▶ _Data entries_
BEGIN

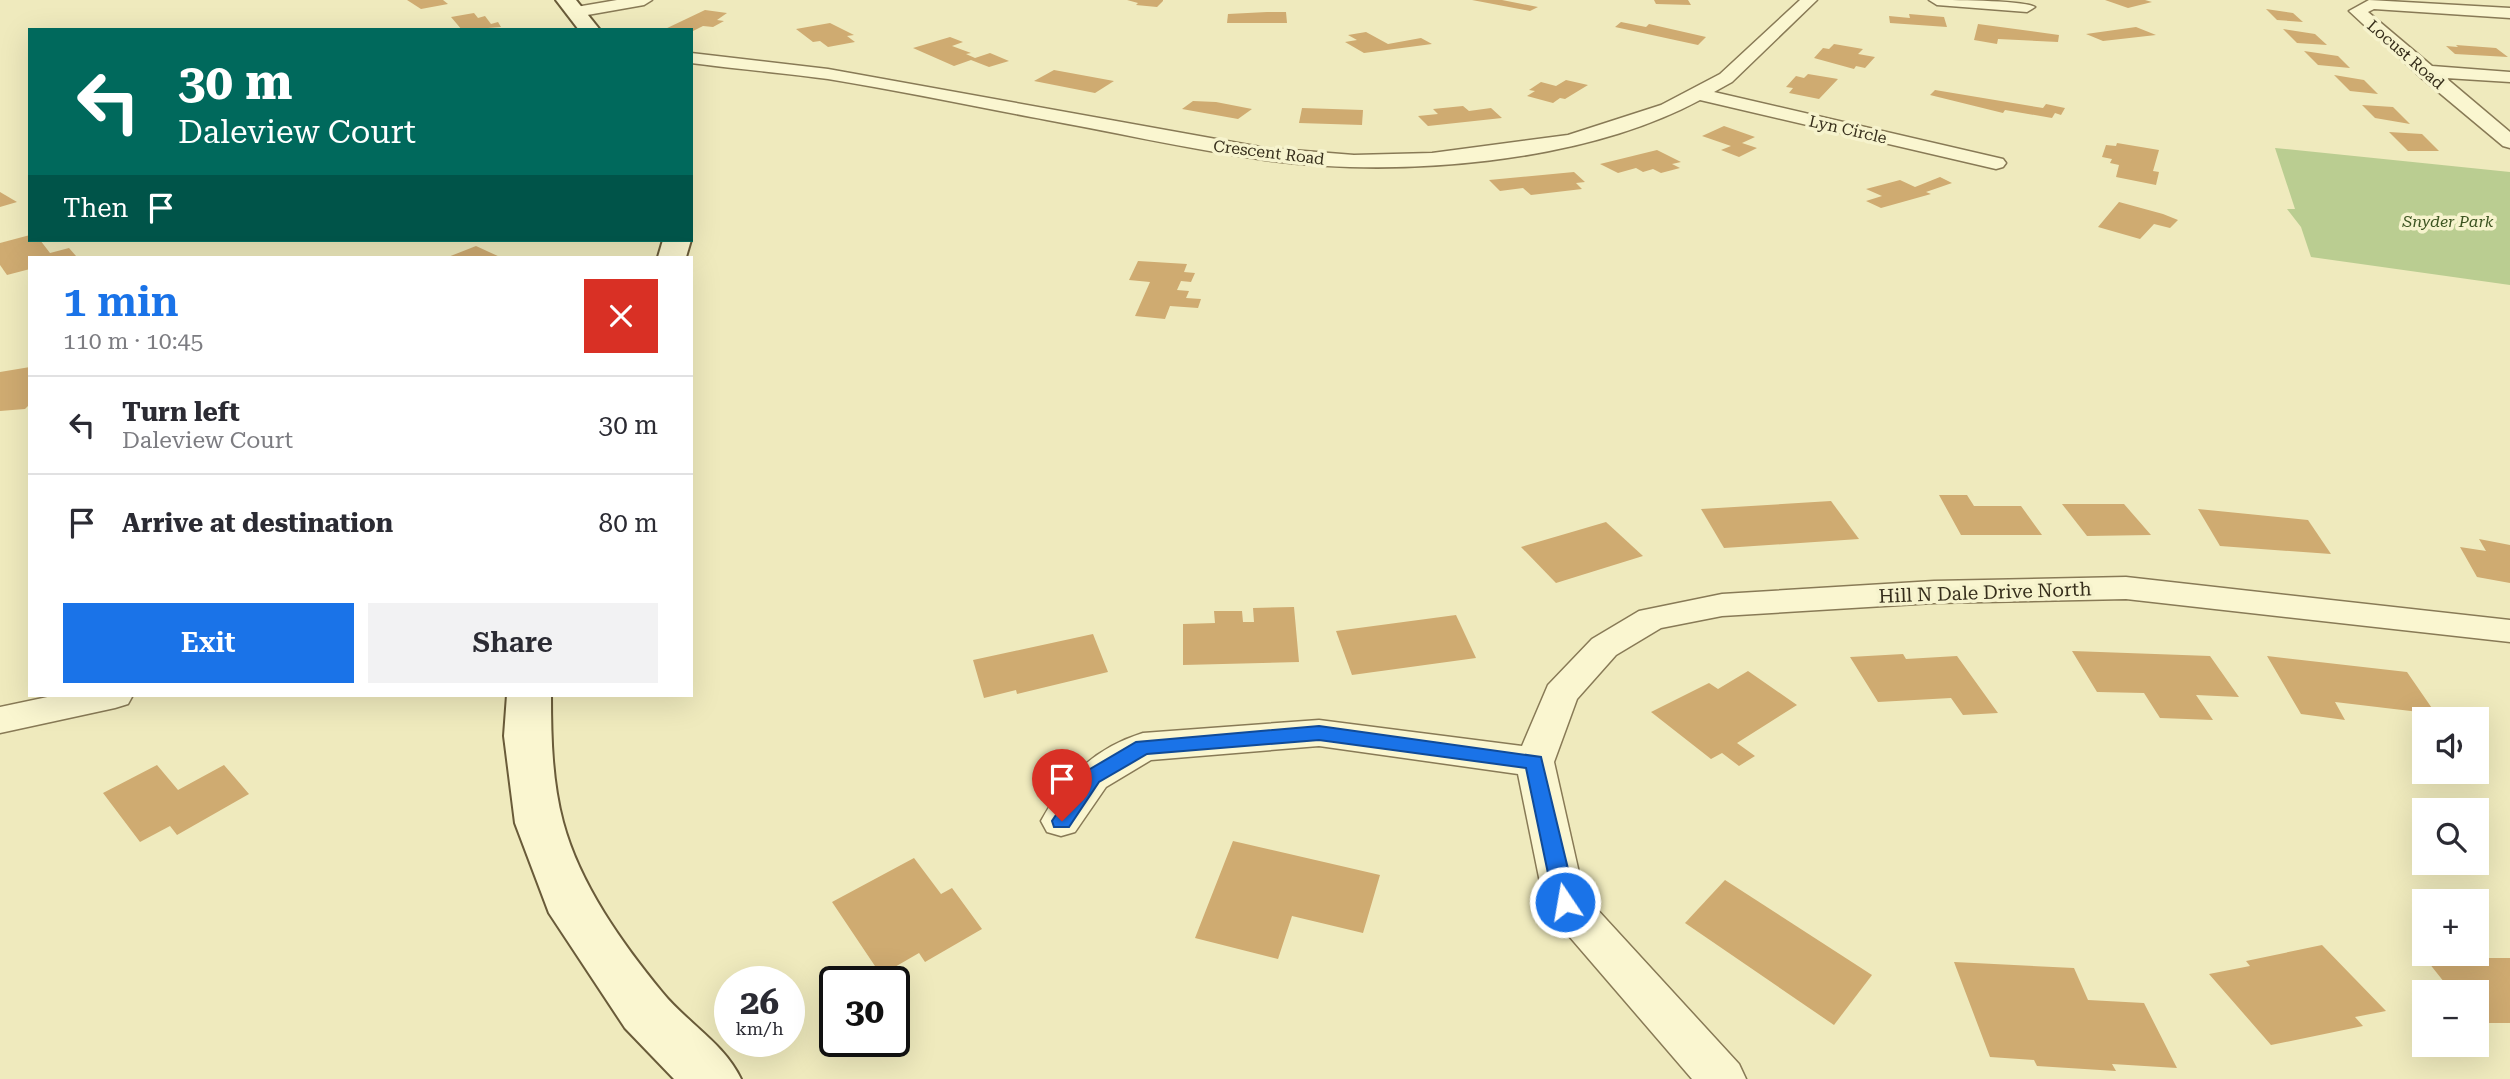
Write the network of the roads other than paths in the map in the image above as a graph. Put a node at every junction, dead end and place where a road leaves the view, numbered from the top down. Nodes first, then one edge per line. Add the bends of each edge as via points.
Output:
1 (644, 0) edge
2 (1809, 0) edge
3 (1937, 0) edge
4 (571, 6) edge
5 (2027, 7) dead end
6 (2510, 13) edge
7 (588, 28) edge
8 (693, 58) edge
9 (2424, 71) junction
10 (2510, 77) edge
11 (1700, 94) junction
12 (2510, 142) edge
13 (1997, 163) dead end
14 (2510, 631) edge
15 (107, 697) edge
16 (528, 697) edge
17 (0, 720) edge
18 (1535, 762) junction
19 (1062, 821) dead end
20 (712, 1079) edge
21 (1722, 1079) edge

1 - 4 street
2 - 11 street, Crescent Road via 1746,62
3 - 5 street
4 - 7 street
6 - 9 street, Locust Road via 2372,4 2357,11
8 - 11 street, Crescent Road via 840,76 1255,153 1354,162 1457,157 1533,147 1622,126
9 - 10 street
9 - 12 street, Locust Road
11 - 13 street, Lyn Circle
14 - 18 street, Hill N Dale Drive North via 2126,587 1934,592 1722,605 1651,619 1604,647 1561,694
15 - 17 street
16 - 20 street via 527,736 539,823 575,913 644,1011
18 - 19 street via 1319,733 1143,747 1092,777
18 - 21 street via 1565,902

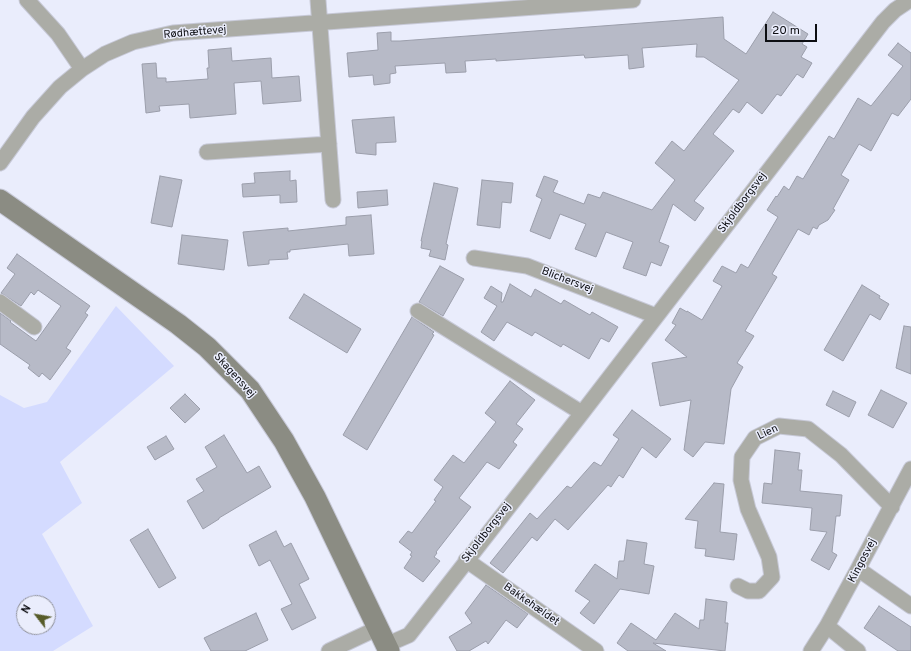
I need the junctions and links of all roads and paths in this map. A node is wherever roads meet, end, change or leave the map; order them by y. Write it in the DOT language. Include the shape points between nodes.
graph roads {
  1 [pos="27,0"];
  2 [pos="318,0"];
  3 [pos="633,0"];
  4 [pos="910,0"];
  5 [pos="513,4"];
  6 [pos="320,23"];
  7 [pos="82,69"];
  8 [pos="329,144"];
  9 [pos="207,152"];
  10 [pos="0,163"];
  11 [pos="0,200"];
  12 [pos="333,200"];
  13 [pos="474,258"];
  14 [pos="0,302"];
  15 [pos="418,311"];
  16 [pos="656,316"];
  17 [pos="34,327"];
  18 [pos="582,413"];
  19 [pos="911,469"];
  20 [pos="892,507"];
  21 [pos="466,560"];
  22 [pos="858,569"];
  23 [pos="738,586"];
  24 [pos="911,606"];
  25 [pos="827,626"];
  26 [pos="384,641"];
  27 [pos="328,651"];
  28 [pos="596,651"];
  29 [pos="811,651"];
  30 [pos="858,651"];
  1 -- 7 [label="street" via="58,34"];
  2 -- 6 [label="street"];
  3 -- 5 [label="street, Rødhættevej"];
  4 -- 16 [label="street, Skjoldborgsvej" via="882,22"];
  5 -- 6 [label="street, Rødhættevej"];
  6 -- 7 [label="street, Rødhættevej" via="173,33 133,42 105,54"];
  6 -- 8 [label="street"];
  7 -- 10 [label="street, Rødhættevej" via="60,87 33,117"];
  8 -- 9 [label="street"];
  8 -- 12 [label="street"];
  11 -- 26 [label="street, Skagensvej" via="178,324 207,347 250,390 284,441 315,497"];
  13 -- 16 [label="street, Blichersvej" via="527,266"];
  14 -- 17 [label="street"];
  15 -- 18 [label="street"];
  16 -- 18 [label="street, Skjoldborgsvej"];
  18 -- 21 [label="street, Skjoldborgsvej"];
  19 -- 20 [label="street, Kingosvej"];
  20 -- 22 [label="street, Kingosvej"];
  20 -- 23 [label="street, Lien" via="841,455 808,429 779,426 755,438 742,457 741,480 748,509 769,557 772,577 759,591 748,591"];
  21 -- 26 [label="street, Skjoldborgsvej" via="408,635"];
  21 -- 28 [label="street, Bakkehældet"];
  22 -- 24 [label="street"];
  22 -- 25 [label="street, Kingosvej"];
  25 -- 29 [label="street, Kingosvej"];
  25 -- 30 [label="street"];
  26 -- 27 [label="street, Skjoldborgsvej"];
}
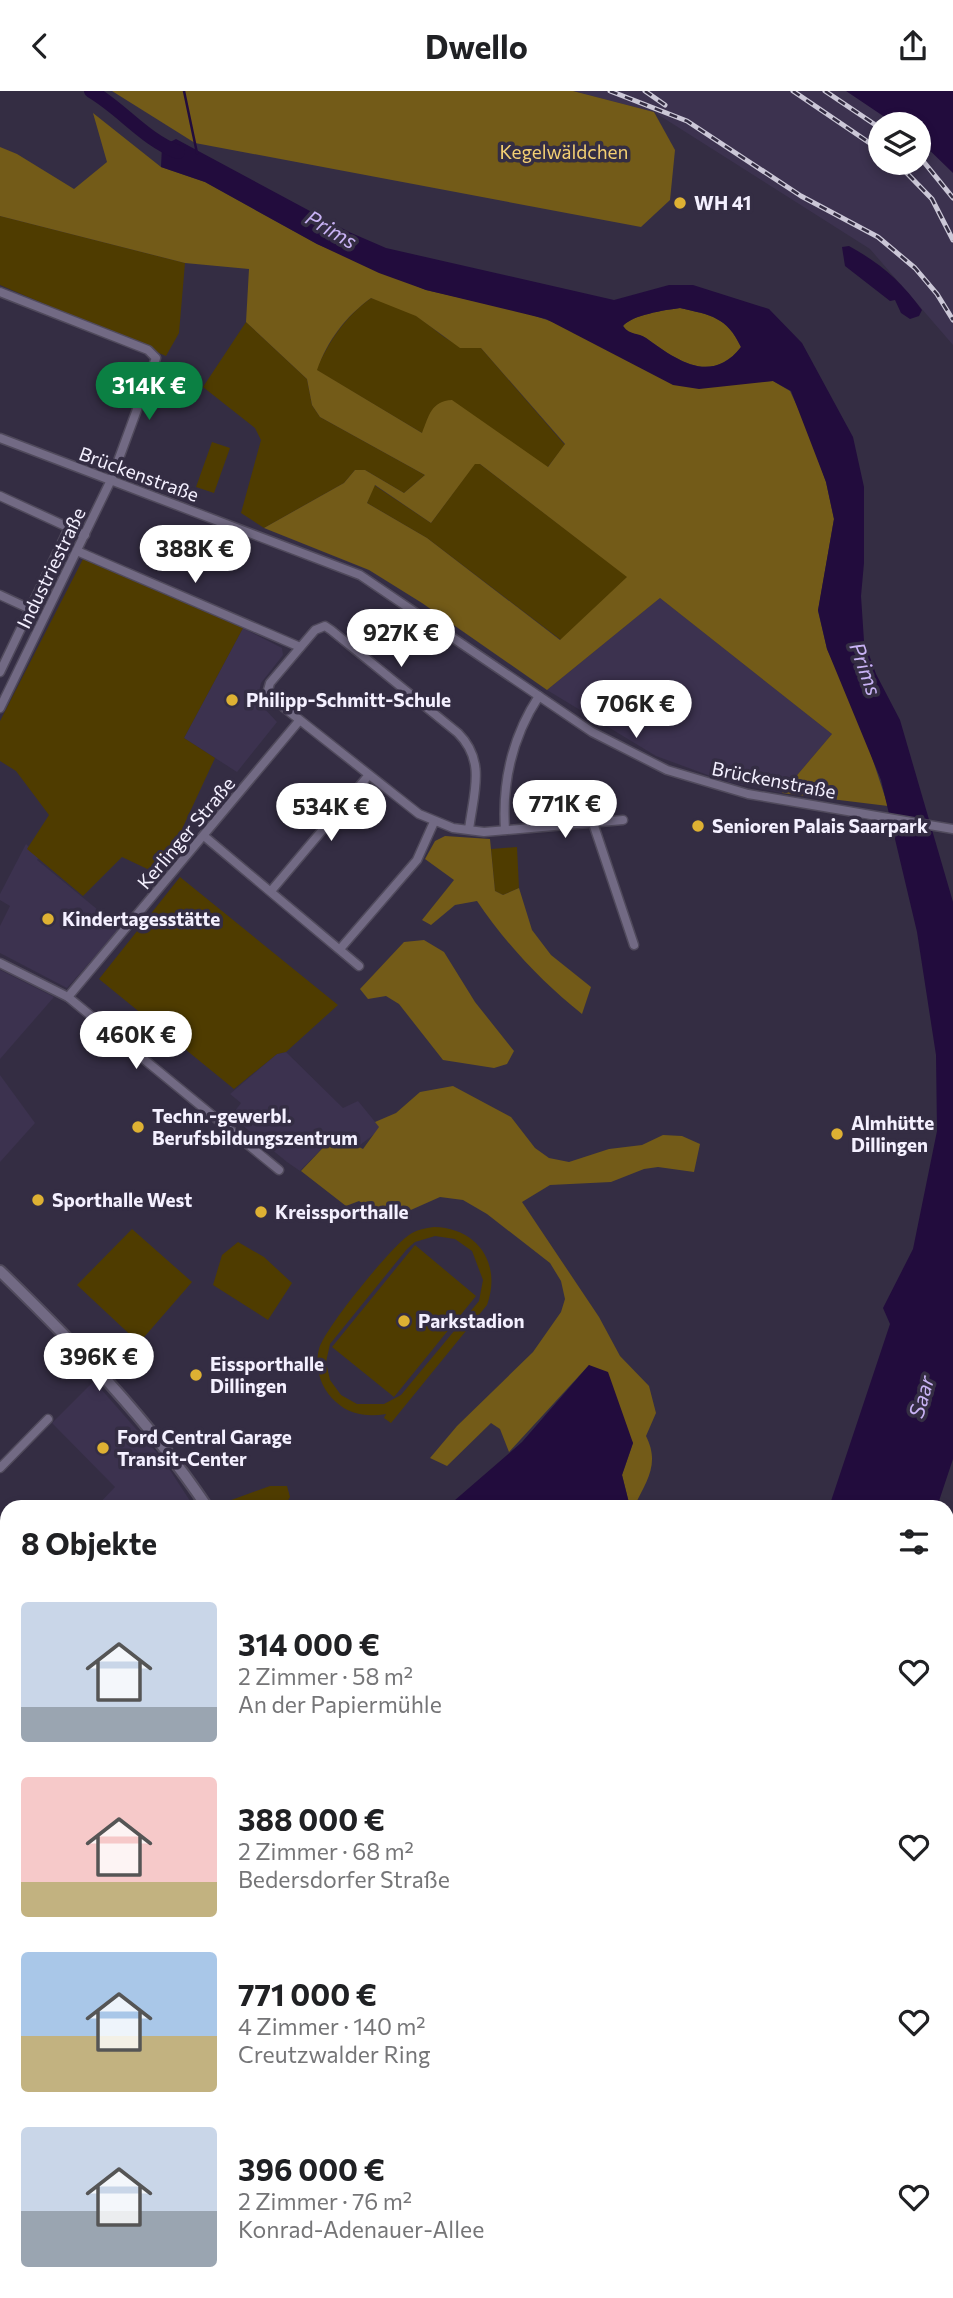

END

▶ _What you are asked to do_
If a line in the entries above has the word "graph", copy it.

▶ _Written response_
Write the network of the roads other than paths in the map in the image above as a graph. Put a node at every junction, dead end and place where a road leaves the view, numbered from the top down. Nodes first, then one edge per line. Add the bends of each edge as via points.
graph roads {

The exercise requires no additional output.